Development of Genomic Editing Technologies for Creating Climate-Resilient Crops in Tropical Regions

Abstract

Climate change poses a severe threat to global food security, particularly in tropical regions where rising temperatures, erratic rainfall, soil salinization, and increased pest pressures significantly constrain crop productivity. In response to these challenges, this study investigates the development and application of advanced genomic editing technologies for creating climate-resilient crops tailored to tropical agroecosystems. Using a mixed experimental methodology, precision genome-editing tools including CRISPR/Cas systems, base editors, and prime editors were employed to modify key stress-responsive regulatory genes associated with drought, heat, and salinity tolerance. Quantitative assessments were conducted through molecular validation, controlled-environment phenotyping, and multi-location tropical field trials to evaluate editing efficiency, yield stability, and stress tolerance indices across edited crop genotypes.
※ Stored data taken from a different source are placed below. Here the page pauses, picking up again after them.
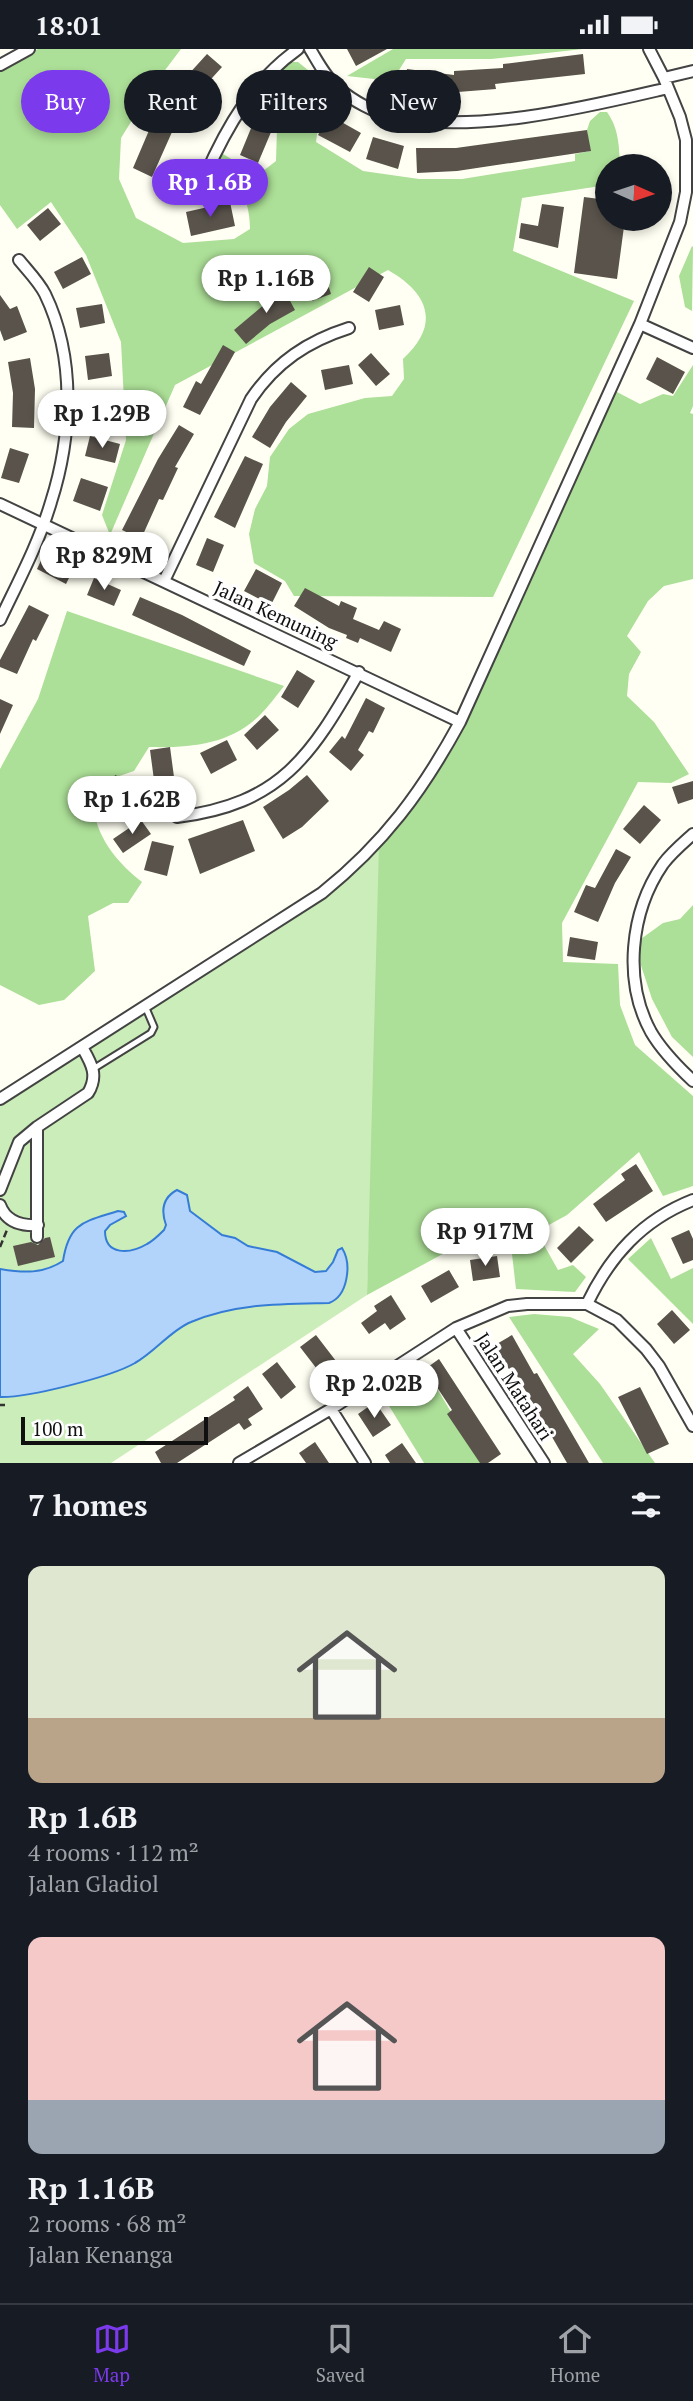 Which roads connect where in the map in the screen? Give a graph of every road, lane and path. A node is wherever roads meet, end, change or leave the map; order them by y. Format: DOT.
graph roads {
  1 [pos="29,49"];
  2 [pos="298,49"];
  3 [pos="310,49"];
  4 [pos="649,49"];
  5 [pos="0,65"];
  6 [pos="693,71"];
  7 [pos="666,83"];
  8 [pos="205,176"];
  9 [pos="19,260"];
  10 [pos="640,324"];
  11 [pos="349,328"];
  12 [pos="693,348"];
  13 [pos="0,503"];
  14 [pos="43,523"];
  15 [pos="164,581"];
  16 [pos="0,620"];
  17 [pos="359,672"];
  18 [pos="460,722"];
  19 [pos="177,817"];
  20 [pos="693,834"];
  21 [pos="145,1006"];
  22 [pos="82,1047"];
  23 [pos="93,1069"];
  24 [pos="693,1081"];
  25 [pos="0,1099"];
  26 [pos="37,1127"];
  27 [pos="0,1190"];
  28 [pos="693,1200"];
  29 [pos="0,1206"];
  30 [pos="10,1220"];
  31 [pos="0,1247"];
  32 [pos="587,1304"];
  33 [pos="456,1328"];
  34 [pos="0,1405"];
  35 [pos="5,1405"];
  36 [pos="331,1409"];
  37 [pos="693,1426"];
  38 [pos="239,1463"];
  39 [pos="365,1463"];
  40 [pos="544,1463"];
  1 -- 5 [label="street"];
  2 -- 8 [label="street"];
  3 -- 7 [label="street"];
  4 -- 7 [label="street"];
  6 -- 7 [label="street"];
  7 -- 10 [label="street"];
  9 -- 14 [label="street"];
  10 -- 12 [label="street"];
  10 -- 18 [label="street"];
  11 -- 15 [label="street"];
  13 -- 14 [label="street, Jalan Kemuning"];
  14 -- 15 [label="street, Jalan Kemuning"];
  14 -- 16 [label="street"];
  15 -- 17 [label="street, Jalan Kemuning"];
  17 -- 18 [label="street, Jalan Kemuning"];
  17 -- 19 [label="street"];
  18 -- 21 [label="street"];
  20 -- 24 [label="street"];
  21 -- 22 [label="street"];
  21 -- 23 [label="lane"];
  22 -- 23 [label="street"];
  22 -- 25 [label="street"];
  23 -- 26 [label="street"];
  26 -- 27 [label="street"];
  26 -- 30 [label="street"];
  28 -- 32 [label="street"];
  29 -- 30 [label="street"];
  30 -- 31 [label="path"];
  32 -- 33 [label="street"];
  32 -- 37 [label="street"];
  33 -- 36 [label="street"];
  33 -- 40 [label="street, Jalan Matahari"];
  34 -- 35 [label="path"];
  36 -- 38 [label="street"];
  36 -- 39 [label="street"];
} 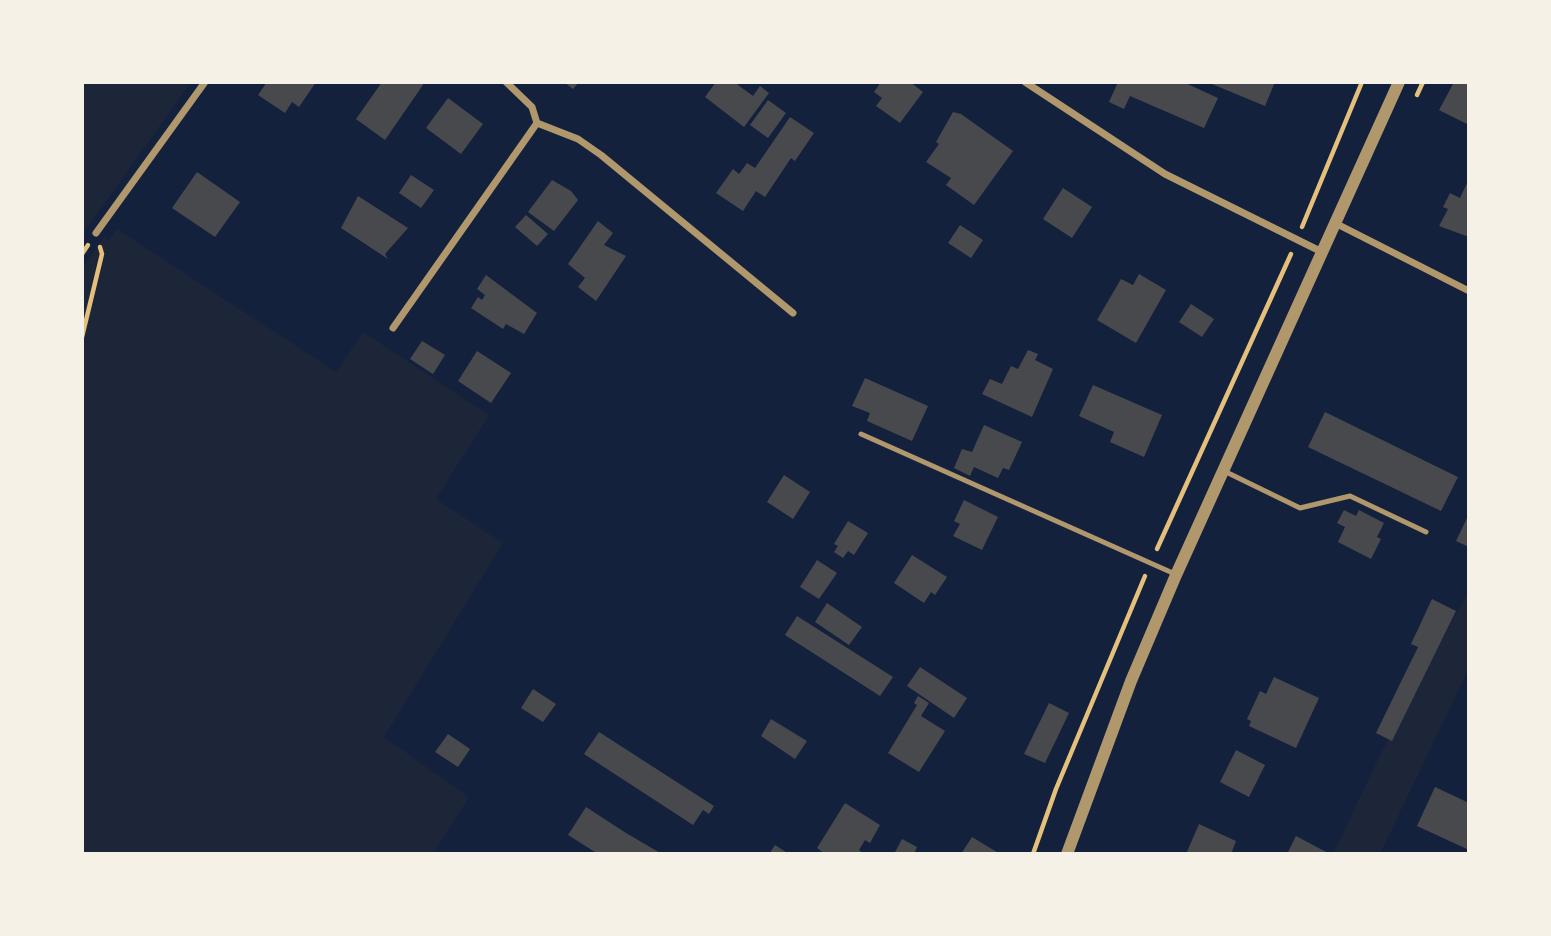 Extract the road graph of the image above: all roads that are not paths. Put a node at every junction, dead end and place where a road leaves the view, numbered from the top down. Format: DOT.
graph roads {
  1 [pos="205,82"];
  2 [pos="506,82"];
  3 [pos="1025,82"];
  4 [pos="1399,82"];
  5 [pos="537,123"];
  6 [pos="1335,223"];
  7 [pos="96,233"];
  8 [pos="1322,252"];
  9 [pos="1469,291"];
  10 [pos="793,313"];
  11 [pos="393,328"];
  12 [pos="862,434"];
  13 [pos="1223,471"];
  14 [pos="1426,532"];
  15 [pos="1176,575"];
  16 [pos="1067,854"];
  1 -- 7 [label="street"];
  2 -- 5 [label="street"];
  3 -- 8 [label="street"];
  4 -- 6 [label="street"];
  5 -- 10 [label="street"];
  5 -- 11 [label="street"];
  6 -- 8 [label="street"];
  6 -- 9 [label="street"];
  8 -- 13 [label="street"];
  12 -- 15 [label="lane"];
  13 -- 14 [label="lane"];
  13 -- 15 [label="street"];
  15 -- 16 [label="street"];
} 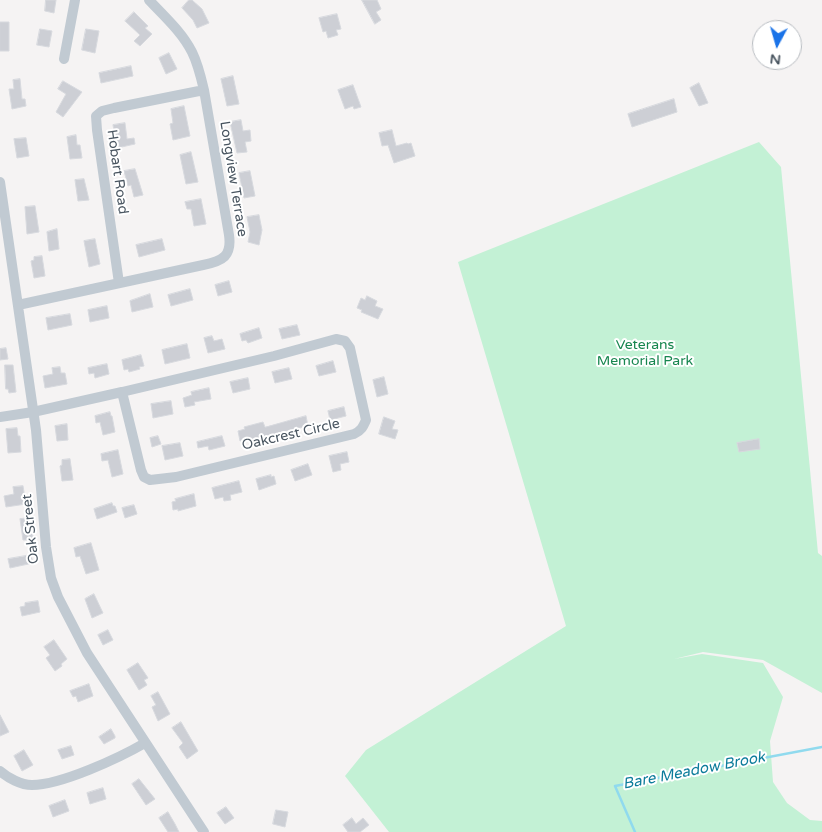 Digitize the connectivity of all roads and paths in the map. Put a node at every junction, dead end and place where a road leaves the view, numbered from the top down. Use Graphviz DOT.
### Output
graph roads {
  1 [pos="75,0"];
  2 [pos="149,0"];
  3 [pos="64,59"];
  4 [pos="204,90"];
  5 [pos="0,182"];
  6 [pos="10,247"];
  7 [pos="0,253"];
  8 [pos="119,283"];
  9 [pos="18,304"];
  10 [pos="122,392"];
  11 [pos="33,412"];
  12 [pos="0,417"];
  13 [pos="145,743"];
  14 [pos="0,771"];
  15 [pos="204,832"];
  1 -- 3 [label="street"];
  2 -- 4 [label="street, Longview Terrace"];
  4 -- 8 [label="street, Longview Terrace"];
  4 -- 8 [label="street, Hobart Road"];
  5 -- 6 [label="street, Oak Street"];
  6 -- 7 [label="street"];
  6 -- 9 [label="street, Oak Street"];
  8 -- 9 [label="street, Longview Terrace"];
  9 -- 11 [label="street, Oak Street"];
  10 -- 10 [label="street, Oakcrest Circle"];
  10 -- 11 [label="street, Oakcrest Circle"];
  11 -- 12 [label="street, Oakcrest Circle"];
  11 -- 13 [label="street, Oak Street"];
  13 -- 14 [label="street"];
  13 -- 15 [label="street, Oak Street"];
}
The results demonstrate consistently high editing efficiency and significant improvements in yield performance and stress tolerance compared to non-edited controls under adverse environmental conditions. Multivariate analyses further confirmed strong correlations between genome-editing precision and phenotypic resilience traits. Visual analytics and hybrid plots reinforced the robustness of genotype performance across environments, highlighting the stability and reproducibility of genome-edited traits. Collectively, the findings underscore the transformative potential of genome editing for enhancing crop resilience to climate-induced stresses in tropical regions. This study provides critical experimental evidence supporting the integration of genome-editing technologies into sustainable breeding programs and contributes to advancing climate-smart agriculture and long-term global food security.